**DATA SHOWN:**

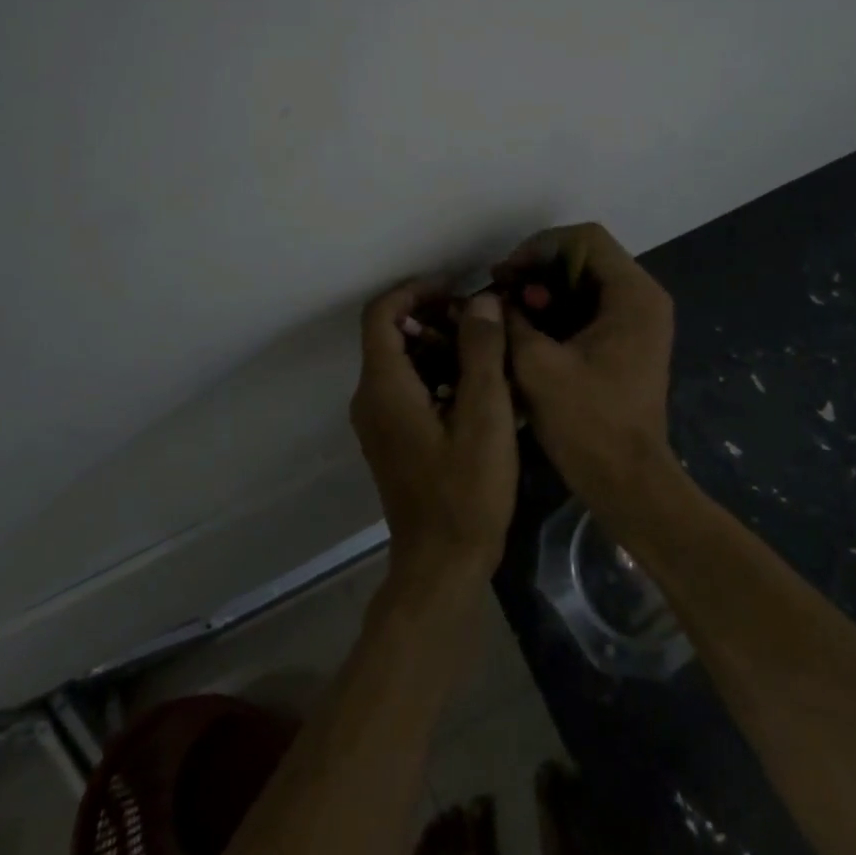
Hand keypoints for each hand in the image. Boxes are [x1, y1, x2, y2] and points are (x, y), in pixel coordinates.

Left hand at [350, 280, 518, 588]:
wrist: (441, 565)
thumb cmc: (466, 492)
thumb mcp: (485, 417)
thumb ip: (482, 353)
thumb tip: (482, 301)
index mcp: (384, 386)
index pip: (382, 313)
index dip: (416, 291)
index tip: (456, 289)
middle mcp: (370, 397)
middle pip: (390, 334)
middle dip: (434, 317)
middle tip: (481, 320)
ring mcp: (377, 421)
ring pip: (401, 361)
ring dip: (438, 345)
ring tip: (486, 351)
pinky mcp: (391, 438)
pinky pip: (406, 388)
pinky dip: (436, 373)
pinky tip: (476, 388)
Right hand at [496, 222, 676, 510]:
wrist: (627, 482)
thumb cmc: (587, 423)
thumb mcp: (537, 366)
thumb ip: (510, 320)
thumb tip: (491, 298)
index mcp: (633, 295)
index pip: (584, 239)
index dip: (538, 247)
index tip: (506, 275)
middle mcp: (644, 299)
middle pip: (585, 257)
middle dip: (538, 270)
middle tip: (502, 291)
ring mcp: (639, 321)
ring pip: (585, 283)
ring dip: (545, 291)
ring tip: (510, 312)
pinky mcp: (629, 342)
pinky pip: (590, 308)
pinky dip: (558, 311)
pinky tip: (528, 330)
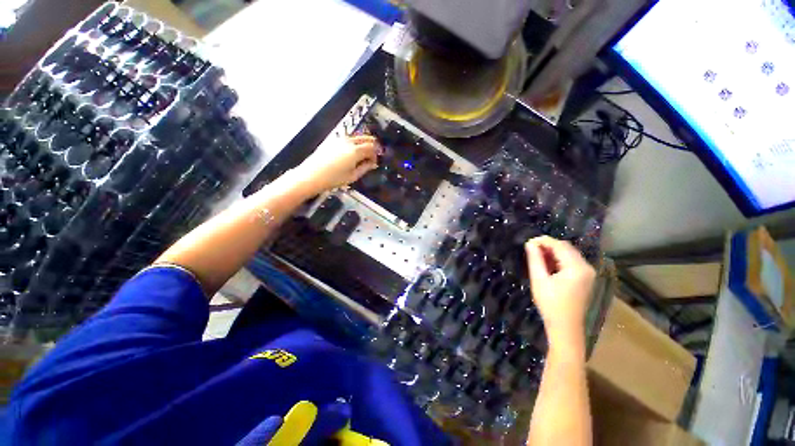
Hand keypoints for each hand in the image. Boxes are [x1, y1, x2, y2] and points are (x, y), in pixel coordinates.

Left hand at [292, 135, 380, 194]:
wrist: (311, 175)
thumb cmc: (333, 179)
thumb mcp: (353, 176)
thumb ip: (365, 168)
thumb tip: (372, 163)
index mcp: (355, 151)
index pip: (372, 148)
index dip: (376, 155)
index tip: (375, 162)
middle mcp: (349, 142)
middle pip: (365, 138)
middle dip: (372, 145)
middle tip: (373, 154)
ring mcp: (340, 139)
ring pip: (357, 137)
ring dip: (363, 143)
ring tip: (364, 153)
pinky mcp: (332, 140)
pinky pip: (348, 138)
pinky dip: (354, 142)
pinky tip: (353, 151)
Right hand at [525, 236, 595, 344]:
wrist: (565, 326)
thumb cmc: (550, 303)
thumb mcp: (539, 279)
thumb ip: (535, 259)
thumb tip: (530, 243)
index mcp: (577, 267)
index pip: (560, 246)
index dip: (543, 241)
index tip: (528, 242)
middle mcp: (586, 267)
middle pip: (566, 248)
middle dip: (548, 246)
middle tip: (530, 249)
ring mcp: (588, 273)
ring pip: (569, 254)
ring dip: (553, 252)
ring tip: (536, 256)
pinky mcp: (585, 278)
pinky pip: (571, 262)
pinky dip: (559, 260)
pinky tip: (547, 264)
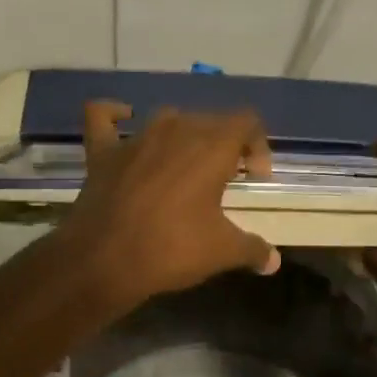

**WORK TASK:**
Repeat the data exactly. Pictures should not appear.

**YOUR SOLUTION:**
Hand keypoints for each hand in the image. Boxes are [x1, y1, x2, y2] and points are (x, y), in pixel coordinates.

Left hand at [350, 280, 518, 588]:
wrist: (441, 565)
thumb cmc: (466, 492)
thumb mcp: (485, 417)
thumb ip: (482, 353)
thumb tip: (482, 301)
index mcp: (384, 386)
index pip: (382, 313)
index dip: (416, 291)
index tip: (456, 289)
middle mcp: (370, 397)
middle pip: (390, 334)
middle dip: (434, 317)
middle tip: (481, 320)
ring mcp: (377, 421)
ring pip: (401, 361)
ring dip: (438, 345)
ring tip: (486, 351)
pinky mcp: (391, 438)
pinky pip: (406, 388)
pinky dip: (436, 373)
pinky tip: (476, 388)
Right hand at [496, 222, 676, 510]:
wrist: (627, 482)
thumb cmc: (587, 423)
thumb mcp: (537, 366)
thumb ip: (510, 320)
thumb tip: (491, 298)
index mcp: (633, 295)
index pip: (584, 239)
index dip: (538, 247)
index tip: (506, 275)
middle mcp: (644, 299)
middle pip: (585, 257)
middle dip: (538, 270)
middle tip: (502, 291)
ring mcp: (639, 321)
ring pip: (585, 283)
ring dip: (545, 291)
ring tip: (510, 312)
pinky mcp: (629, 342)
pinky pip: (590, 308)
pinky dip: (558, 311)
pinky tip: (528, 330)
Hand keypoints for each hand in the image. Boxes are [x1, y1, x2, y2] and points are (x, y), in pixel coordinates.

Left hand at [292, 135, 380, 194]:
wrist: (311, 175)
thumb cmc: (333, 179)
thumb mcp: (353, 176)
thumb ip: (365, 168)
thumb tip: (372, 163)
index mcp: (355, 151)
index pip: (372, 148)
index dip: (376, 155)
index tip: (375, 162)
middle mcp: (349, 142)
middle pip: (365, 138)
middle dip: (372, 145)
middle tip: (373, 154)
ring mcp: (340, 139)
ring pip: (357, 137)
ring dip: (363, 143)
ring tip: (364, 153)
pinky mcp: (332, 140)
pinky pip: (348, 138)
pinky dip: (354, 142)
pinky tip: (353, 151)
Right hand at [525, 236, 595, 344]:
wrist: (565, 326)
thumb cmc: (550, 303)
thumb mcp: (539, 279)
thumb ip: (535, 259)
thumb tip: (530, 243)
index mcp: (577, 267)
index pip: (560, 246)
index dip: (543, 241)
index tip: (528, 242)
middle mcp: (586, 267)
middle pip: (566, 248)
middle dip: (548, 246)
middle tip: (530, 249)
ring mcp: (588, 273)
ring pip: (569, 254)
ring dip: (553, 252)
ring tip: (536, 256)
pinky mcp: (585, 278)
pinky pip: (571, 262)
pinky dip: (559, 260)
pinky tip: (547, 264)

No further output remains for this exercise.